▸ **TO DO**:
Needed from the entries below: every line that holds the word "numbered".

___ PROVIDED INFORMATION ___

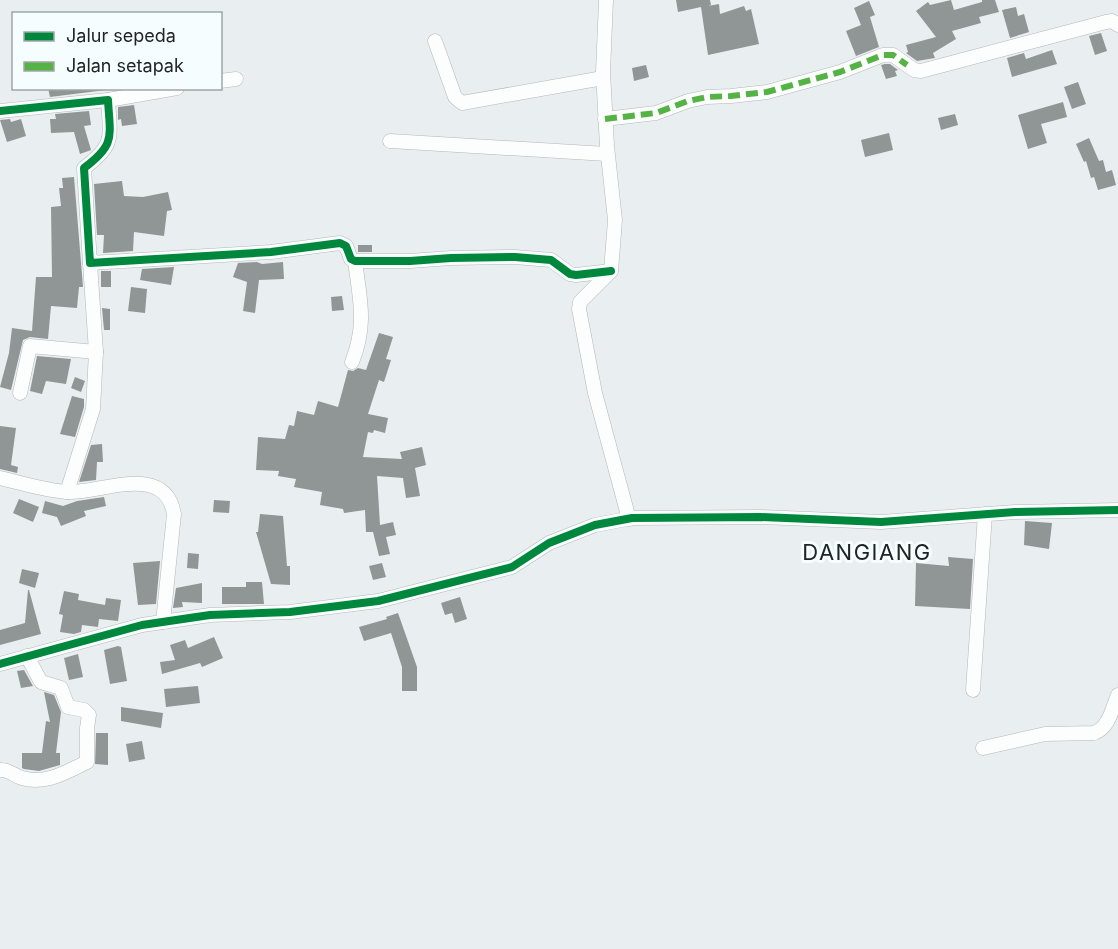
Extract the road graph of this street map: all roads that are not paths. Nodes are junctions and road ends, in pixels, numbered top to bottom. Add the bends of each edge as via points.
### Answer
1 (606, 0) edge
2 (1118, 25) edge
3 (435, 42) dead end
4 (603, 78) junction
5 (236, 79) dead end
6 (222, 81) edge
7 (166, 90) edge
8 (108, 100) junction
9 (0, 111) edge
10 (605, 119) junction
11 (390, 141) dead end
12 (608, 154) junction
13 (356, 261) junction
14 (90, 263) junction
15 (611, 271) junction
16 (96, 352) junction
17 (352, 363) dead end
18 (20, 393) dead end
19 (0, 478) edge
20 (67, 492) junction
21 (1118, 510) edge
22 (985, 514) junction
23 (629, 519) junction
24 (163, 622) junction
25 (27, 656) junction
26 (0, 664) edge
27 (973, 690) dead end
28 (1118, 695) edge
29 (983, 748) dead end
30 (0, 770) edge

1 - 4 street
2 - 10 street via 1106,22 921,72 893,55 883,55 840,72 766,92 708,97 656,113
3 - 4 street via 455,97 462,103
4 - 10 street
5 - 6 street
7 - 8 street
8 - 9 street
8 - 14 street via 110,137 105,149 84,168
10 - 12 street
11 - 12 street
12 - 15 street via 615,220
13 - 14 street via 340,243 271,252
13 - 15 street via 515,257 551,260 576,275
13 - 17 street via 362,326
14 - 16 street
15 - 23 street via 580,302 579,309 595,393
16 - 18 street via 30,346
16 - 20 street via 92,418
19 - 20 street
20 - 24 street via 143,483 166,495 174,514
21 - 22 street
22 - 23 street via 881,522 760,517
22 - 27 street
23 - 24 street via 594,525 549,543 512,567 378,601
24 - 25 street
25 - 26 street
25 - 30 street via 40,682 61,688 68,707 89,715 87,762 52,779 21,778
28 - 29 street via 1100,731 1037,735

___
___ PROVIDED INFORMATION ___

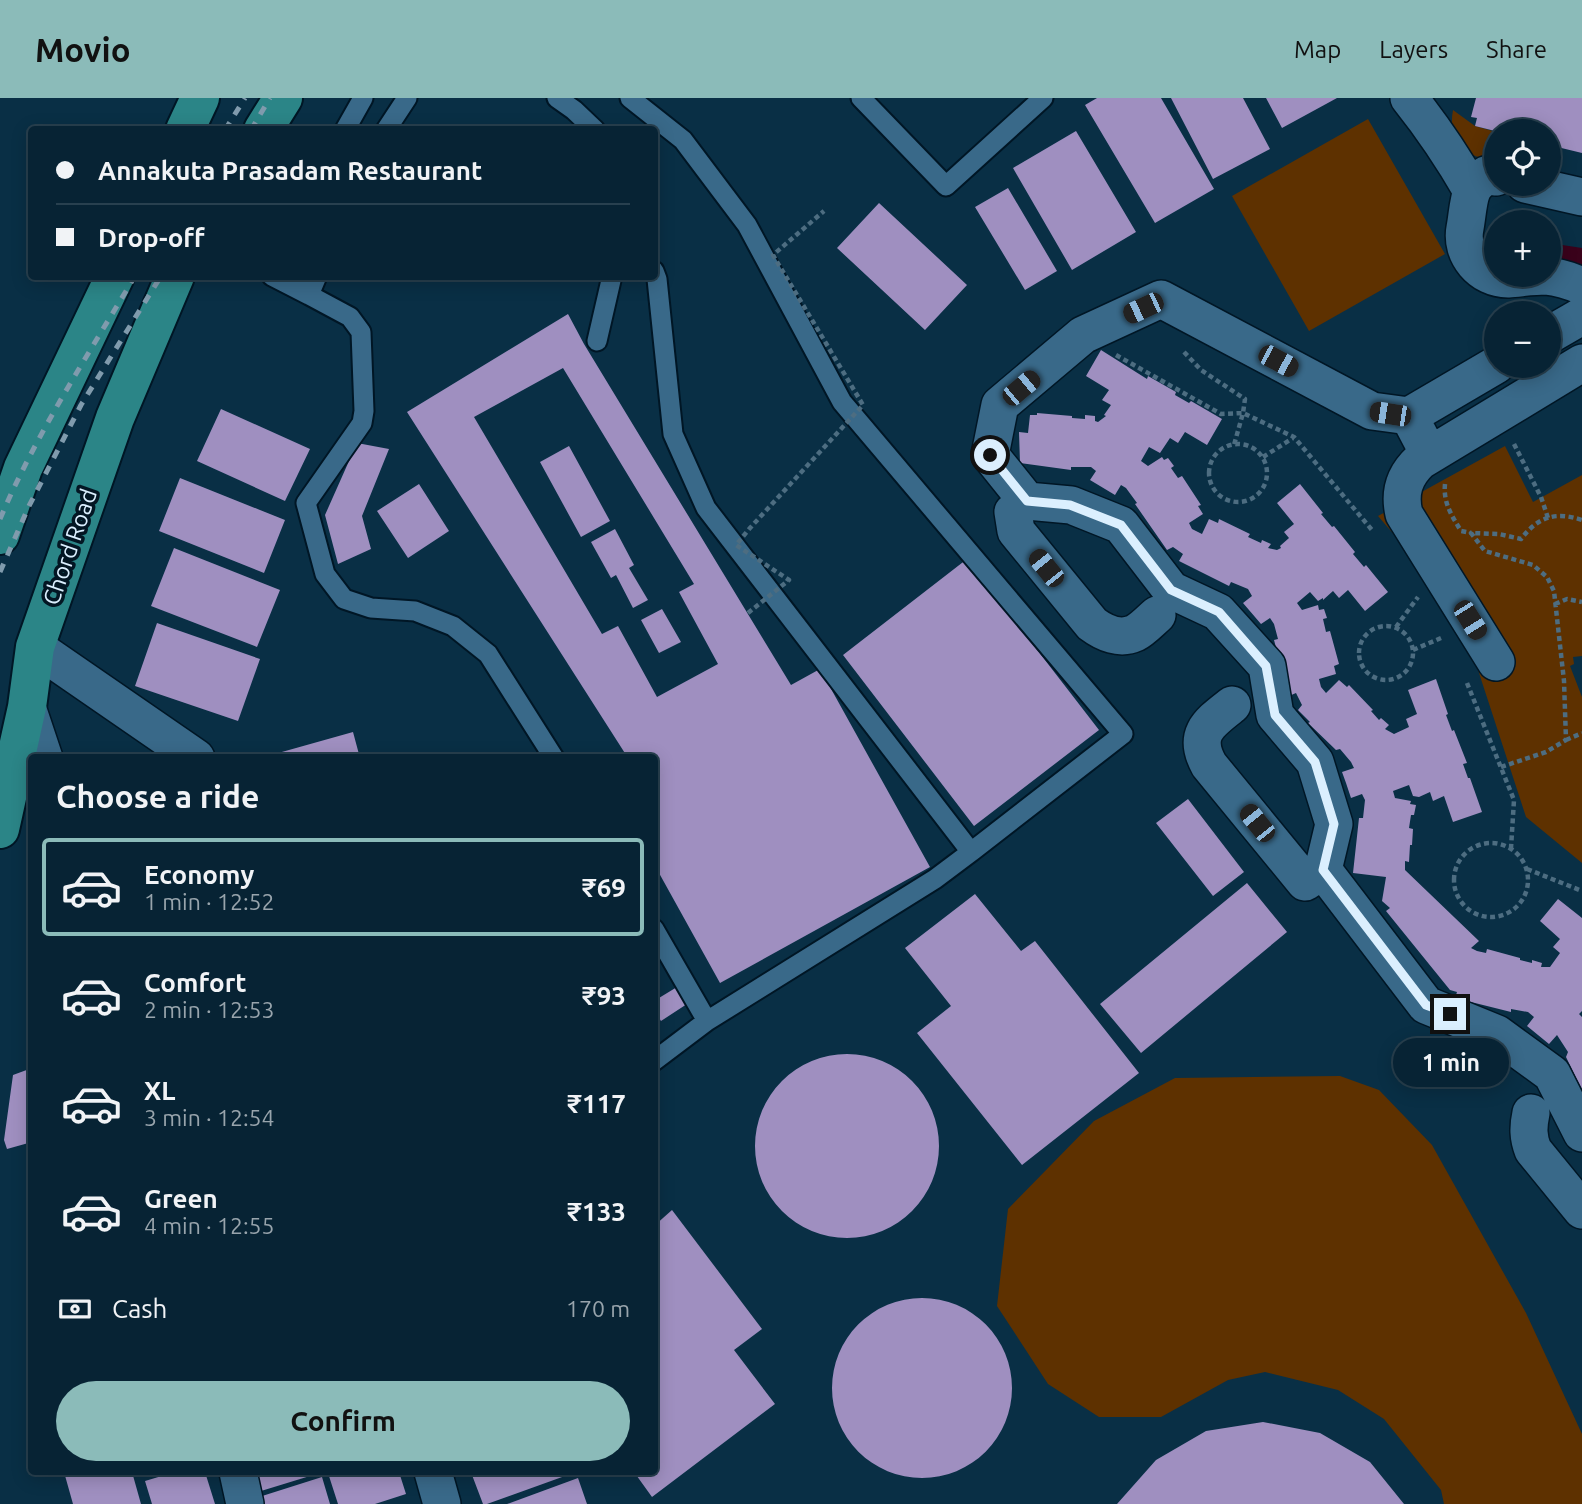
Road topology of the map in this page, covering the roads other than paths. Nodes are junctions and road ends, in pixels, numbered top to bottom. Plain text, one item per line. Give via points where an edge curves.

___

▸ **SOLUTION**:
Extract the road graph of this street map: all roads that are not paths. Nodes are junctions and road ends, in pixels, numbered top to bottom. Add the bends of each edge as via points.
Road topology of the map in this page, covering the roads other than paths. Nodes are junctions and road ends, in pixels, numbered top to bottom. Plain text, one item per line. Give via points where an edge curves.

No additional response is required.